Por outro lado, Paulo ainda tem a maturidade de uma criança de 7 anos, e colocá-lo junto a outras crianças mais velhas 2anos não seria o mais sensato. Para a sua mãe «é importante que ele passe por todas as fases de crescimento. Não quero que ele ande a saltar momentos que possam ser importantes para ele».
As escolas ainda são hoje um entrave à educação destas crianças e, segundo Armanda Vasconcelos, «quando estas não dão respostas os pais procuram a ANEIS».
ANEIS – Associação Nacional para o Estudo e Intervenção na Sobredotação
«A sede da ANEIS poderá num futuro próximo estruturar-se na Covilhã»
«A A.N.E.I.S. é uma associação portuguesa, sem fins lucrativos, fundada em Dezembro de 1998, que se destina ao estudo e à intervenção na área da sobredotação. Embora sediada em Braga, a A.N.E.I.S. tem um âmbito nacional de actuação». É assim que a organização se define no seu sítio oficial na internet. A sua directora, Ema P. Oliveira, é docente no Departamento de Psicologia e Educação da Universidade da Beira Interior (UBI).
Devido a esta situação fala-se numa possível mudança da sede. A sede da ANEIS, sediada em Braga, poderá num futuro próximo estruturar-se na Covilhã.
Mas enquanto tal não acontece, é a Delegação da Associação na Covilhã que está a sofrer uma reestruturação. A Dra. Armanda Vasconcelos é a coordenadora desta delegação. «Esta reestruturação surge porque a delegação da Covilhã estava um pouco parada, não por falta de casos mas sobretudo porque não tínhamos uma estrutura física que nos permitisse trabalhar a 100%».
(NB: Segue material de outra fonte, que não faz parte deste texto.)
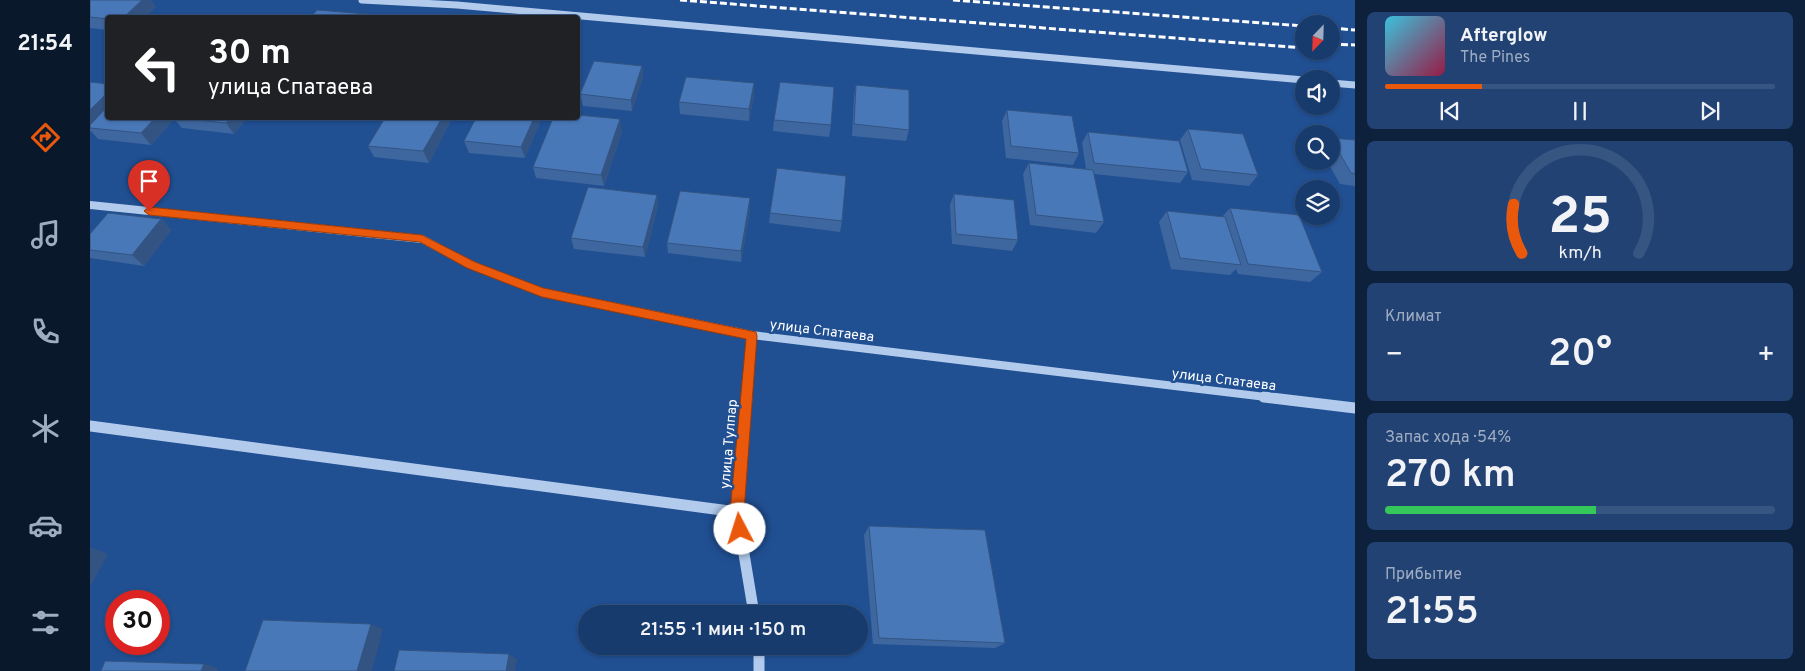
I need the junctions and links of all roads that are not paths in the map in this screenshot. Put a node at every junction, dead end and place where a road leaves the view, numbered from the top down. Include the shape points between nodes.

O papel desta associação é acompanhar as crianças, e os pais destas, para que possam ser melhor acompanhadas, mas também terem um papel activo junto às instâncias competentes de modo a poderem dar pareceres dentro da área da sobredotação. «A ANEIS, relativamente a esta nova legislação que não abrange os sobredotados, já escreveu uma carta ao Ministério da Educação. No entanto, a resposta não poderia ter sido mais vaga», relata a coordenadora da delegação da Covilhã.
Quais são as características de um sobredotado?
Em geral um sobredotado é uma pessoa com sede de conhecimento, intolerante com, o que considera ser, a estupidez; é intuitivo e de grande poder de observação, tem uma grande capacidade de abstracção, grande versatilidade, invulgar capacidade de liderança, é crítico, entusiástico e sensível e aprende com facilidade os temas do seu agrado.
5 comentários:
O nosso país é um atraso, não sei porque é que o governo perde tempo em observar o ensino no estrangeiro. Que pena os filhos deles não terem estes problemas.
Acabam por ser um problema porque os nossos governantes assim o querem. Porque a sobredotação não deveria ser um problema, devia ser algo encarado com uma certa naturalidade.
O "Paulo" é um dos imensos casos por esse portugal fora...
tenho um filho de 3 anos que foi diagnosticado como sobredotado e apoios nada de nada...
e extremamente agressivo n sei como lidar com ele e estou atada com as burocracias de papeis para conseguir algum tipo de apoio.
so neste pais mesmo n me sabem dizer por onde e como comecar as minhas ajudas. enfim e portugal esta tudo dito! scqs
Já contactou a ANEIS?!
Sou professora e mãe de dois filhos e os dois são Sobredotados. Sei muito bem o que é o desespero de uma mãe, que sabe ter dois filhos com super-potencias e ser ignorado, negligenciado e abandonado por a própria escola, local de ensino/aprendizagem. Lamento a indiferença com que estas crianças são tratadas em contexto escolar e ignoradas. Aliás, nem mesmo o Ministério da Educação se digna a dar directrizes no sentido de dar um ensino direccionado as estas crianças. Depois, não existe qualquer tipo de formação para docentes, para lidarem com estas crianças em contexto escolar. Continuam-se a formar professores e a "Sobredotação" continua a não fazer parte dos Programas Académicos de Ensino.
Por mim... vou continuar a trabalhar e a investigar nesta área e tentar sensibilizar a comunidade em meu redor para esta temática.